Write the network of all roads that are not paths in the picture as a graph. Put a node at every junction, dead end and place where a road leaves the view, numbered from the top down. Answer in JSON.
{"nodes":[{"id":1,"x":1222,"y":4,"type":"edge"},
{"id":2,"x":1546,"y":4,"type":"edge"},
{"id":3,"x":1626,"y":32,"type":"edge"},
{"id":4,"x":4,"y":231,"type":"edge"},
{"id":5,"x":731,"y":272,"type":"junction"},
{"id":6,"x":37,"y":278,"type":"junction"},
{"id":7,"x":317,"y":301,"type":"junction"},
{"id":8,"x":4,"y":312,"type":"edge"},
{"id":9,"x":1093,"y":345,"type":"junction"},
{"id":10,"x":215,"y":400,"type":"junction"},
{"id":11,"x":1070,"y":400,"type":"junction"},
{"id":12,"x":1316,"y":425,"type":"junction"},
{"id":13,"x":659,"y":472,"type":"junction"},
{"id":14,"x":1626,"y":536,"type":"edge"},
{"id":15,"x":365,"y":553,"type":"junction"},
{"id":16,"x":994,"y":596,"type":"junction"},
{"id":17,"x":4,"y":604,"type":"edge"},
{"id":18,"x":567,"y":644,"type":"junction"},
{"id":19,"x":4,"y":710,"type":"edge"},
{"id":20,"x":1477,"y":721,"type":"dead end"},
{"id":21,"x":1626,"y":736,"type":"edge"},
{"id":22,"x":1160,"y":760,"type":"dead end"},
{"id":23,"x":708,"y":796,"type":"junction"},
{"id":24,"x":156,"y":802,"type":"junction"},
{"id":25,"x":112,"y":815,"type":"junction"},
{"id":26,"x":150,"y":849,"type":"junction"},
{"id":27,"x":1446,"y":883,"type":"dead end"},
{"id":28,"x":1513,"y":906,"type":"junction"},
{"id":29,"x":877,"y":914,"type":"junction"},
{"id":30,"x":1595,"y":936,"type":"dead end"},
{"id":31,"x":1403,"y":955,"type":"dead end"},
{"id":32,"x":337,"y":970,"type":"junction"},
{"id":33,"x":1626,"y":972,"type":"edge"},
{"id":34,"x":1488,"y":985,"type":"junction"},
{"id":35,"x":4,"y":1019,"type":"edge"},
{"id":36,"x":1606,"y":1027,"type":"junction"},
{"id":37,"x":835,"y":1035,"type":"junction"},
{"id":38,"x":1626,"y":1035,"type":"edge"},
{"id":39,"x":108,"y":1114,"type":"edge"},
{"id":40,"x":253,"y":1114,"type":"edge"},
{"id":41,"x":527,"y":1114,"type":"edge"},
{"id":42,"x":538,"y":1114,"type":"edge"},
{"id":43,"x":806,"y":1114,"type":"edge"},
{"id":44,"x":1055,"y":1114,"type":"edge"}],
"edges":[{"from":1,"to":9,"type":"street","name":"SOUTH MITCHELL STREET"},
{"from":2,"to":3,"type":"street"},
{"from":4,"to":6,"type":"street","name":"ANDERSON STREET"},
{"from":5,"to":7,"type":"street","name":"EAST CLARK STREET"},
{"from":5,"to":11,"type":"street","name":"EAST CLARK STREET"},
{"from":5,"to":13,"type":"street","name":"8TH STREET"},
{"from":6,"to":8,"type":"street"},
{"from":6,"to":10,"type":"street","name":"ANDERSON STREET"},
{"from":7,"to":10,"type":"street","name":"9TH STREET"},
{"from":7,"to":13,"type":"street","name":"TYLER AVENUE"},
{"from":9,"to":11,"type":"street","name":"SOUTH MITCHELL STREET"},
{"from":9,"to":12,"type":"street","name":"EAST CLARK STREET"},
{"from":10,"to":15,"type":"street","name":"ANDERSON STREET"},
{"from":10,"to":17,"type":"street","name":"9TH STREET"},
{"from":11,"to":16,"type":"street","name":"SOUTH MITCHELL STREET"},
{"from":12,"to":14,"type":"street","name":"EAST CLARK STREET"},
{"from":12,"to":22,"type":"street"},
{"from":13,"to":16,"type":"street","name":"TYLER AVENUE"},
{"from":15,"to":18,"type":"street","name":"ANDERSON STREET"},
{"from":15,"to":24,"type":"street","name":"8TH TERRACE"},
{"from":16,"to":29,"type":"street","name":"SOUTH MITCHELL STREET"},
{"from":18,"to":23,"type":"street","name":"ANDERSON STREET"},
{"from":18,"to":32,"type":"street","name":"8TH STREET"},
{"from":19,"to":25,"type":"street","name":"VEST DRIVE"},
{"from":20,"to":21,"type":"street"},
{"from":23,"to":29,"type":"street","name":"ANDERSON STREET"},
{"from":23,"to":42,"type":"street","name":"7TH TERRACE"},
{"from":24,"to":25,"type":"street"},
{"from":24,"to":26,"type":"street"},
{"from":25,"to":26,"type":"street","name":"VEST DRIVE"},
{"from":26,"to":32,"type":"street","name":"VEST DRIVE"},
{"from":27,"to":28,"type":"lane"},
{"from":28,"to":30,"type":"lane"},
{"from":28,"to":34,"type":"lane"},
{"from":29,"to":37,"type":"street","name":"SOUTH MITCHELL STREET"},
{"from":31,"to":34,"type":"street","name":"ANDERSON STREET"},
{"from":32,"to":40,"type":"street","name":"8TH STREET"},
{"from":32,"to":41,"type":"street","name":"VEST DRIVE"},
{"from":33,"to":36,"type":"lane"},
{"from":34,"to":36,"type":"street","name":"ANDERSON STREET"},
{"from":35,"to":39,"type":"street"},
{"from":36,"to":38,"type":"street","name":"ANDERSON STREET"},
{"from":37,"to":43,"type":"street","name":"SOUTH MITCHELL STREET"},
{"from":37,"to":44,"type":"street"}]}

++++++++++

# [Task requirements]
Where a line of the entries contains the word "VEST", copy that line.

# [Completed task]
{"from":19,"to":25,"type":"street","name":"VEST DRIVE"},
{"from":25,"to":26,"type":"street","name":"VEST DRIVE"},
{"from":26,"to":32,"type":"street","name":"VEST DRIVE"},
{"from":32,"to":41,"type":"street","name":"VEST DRIVE"},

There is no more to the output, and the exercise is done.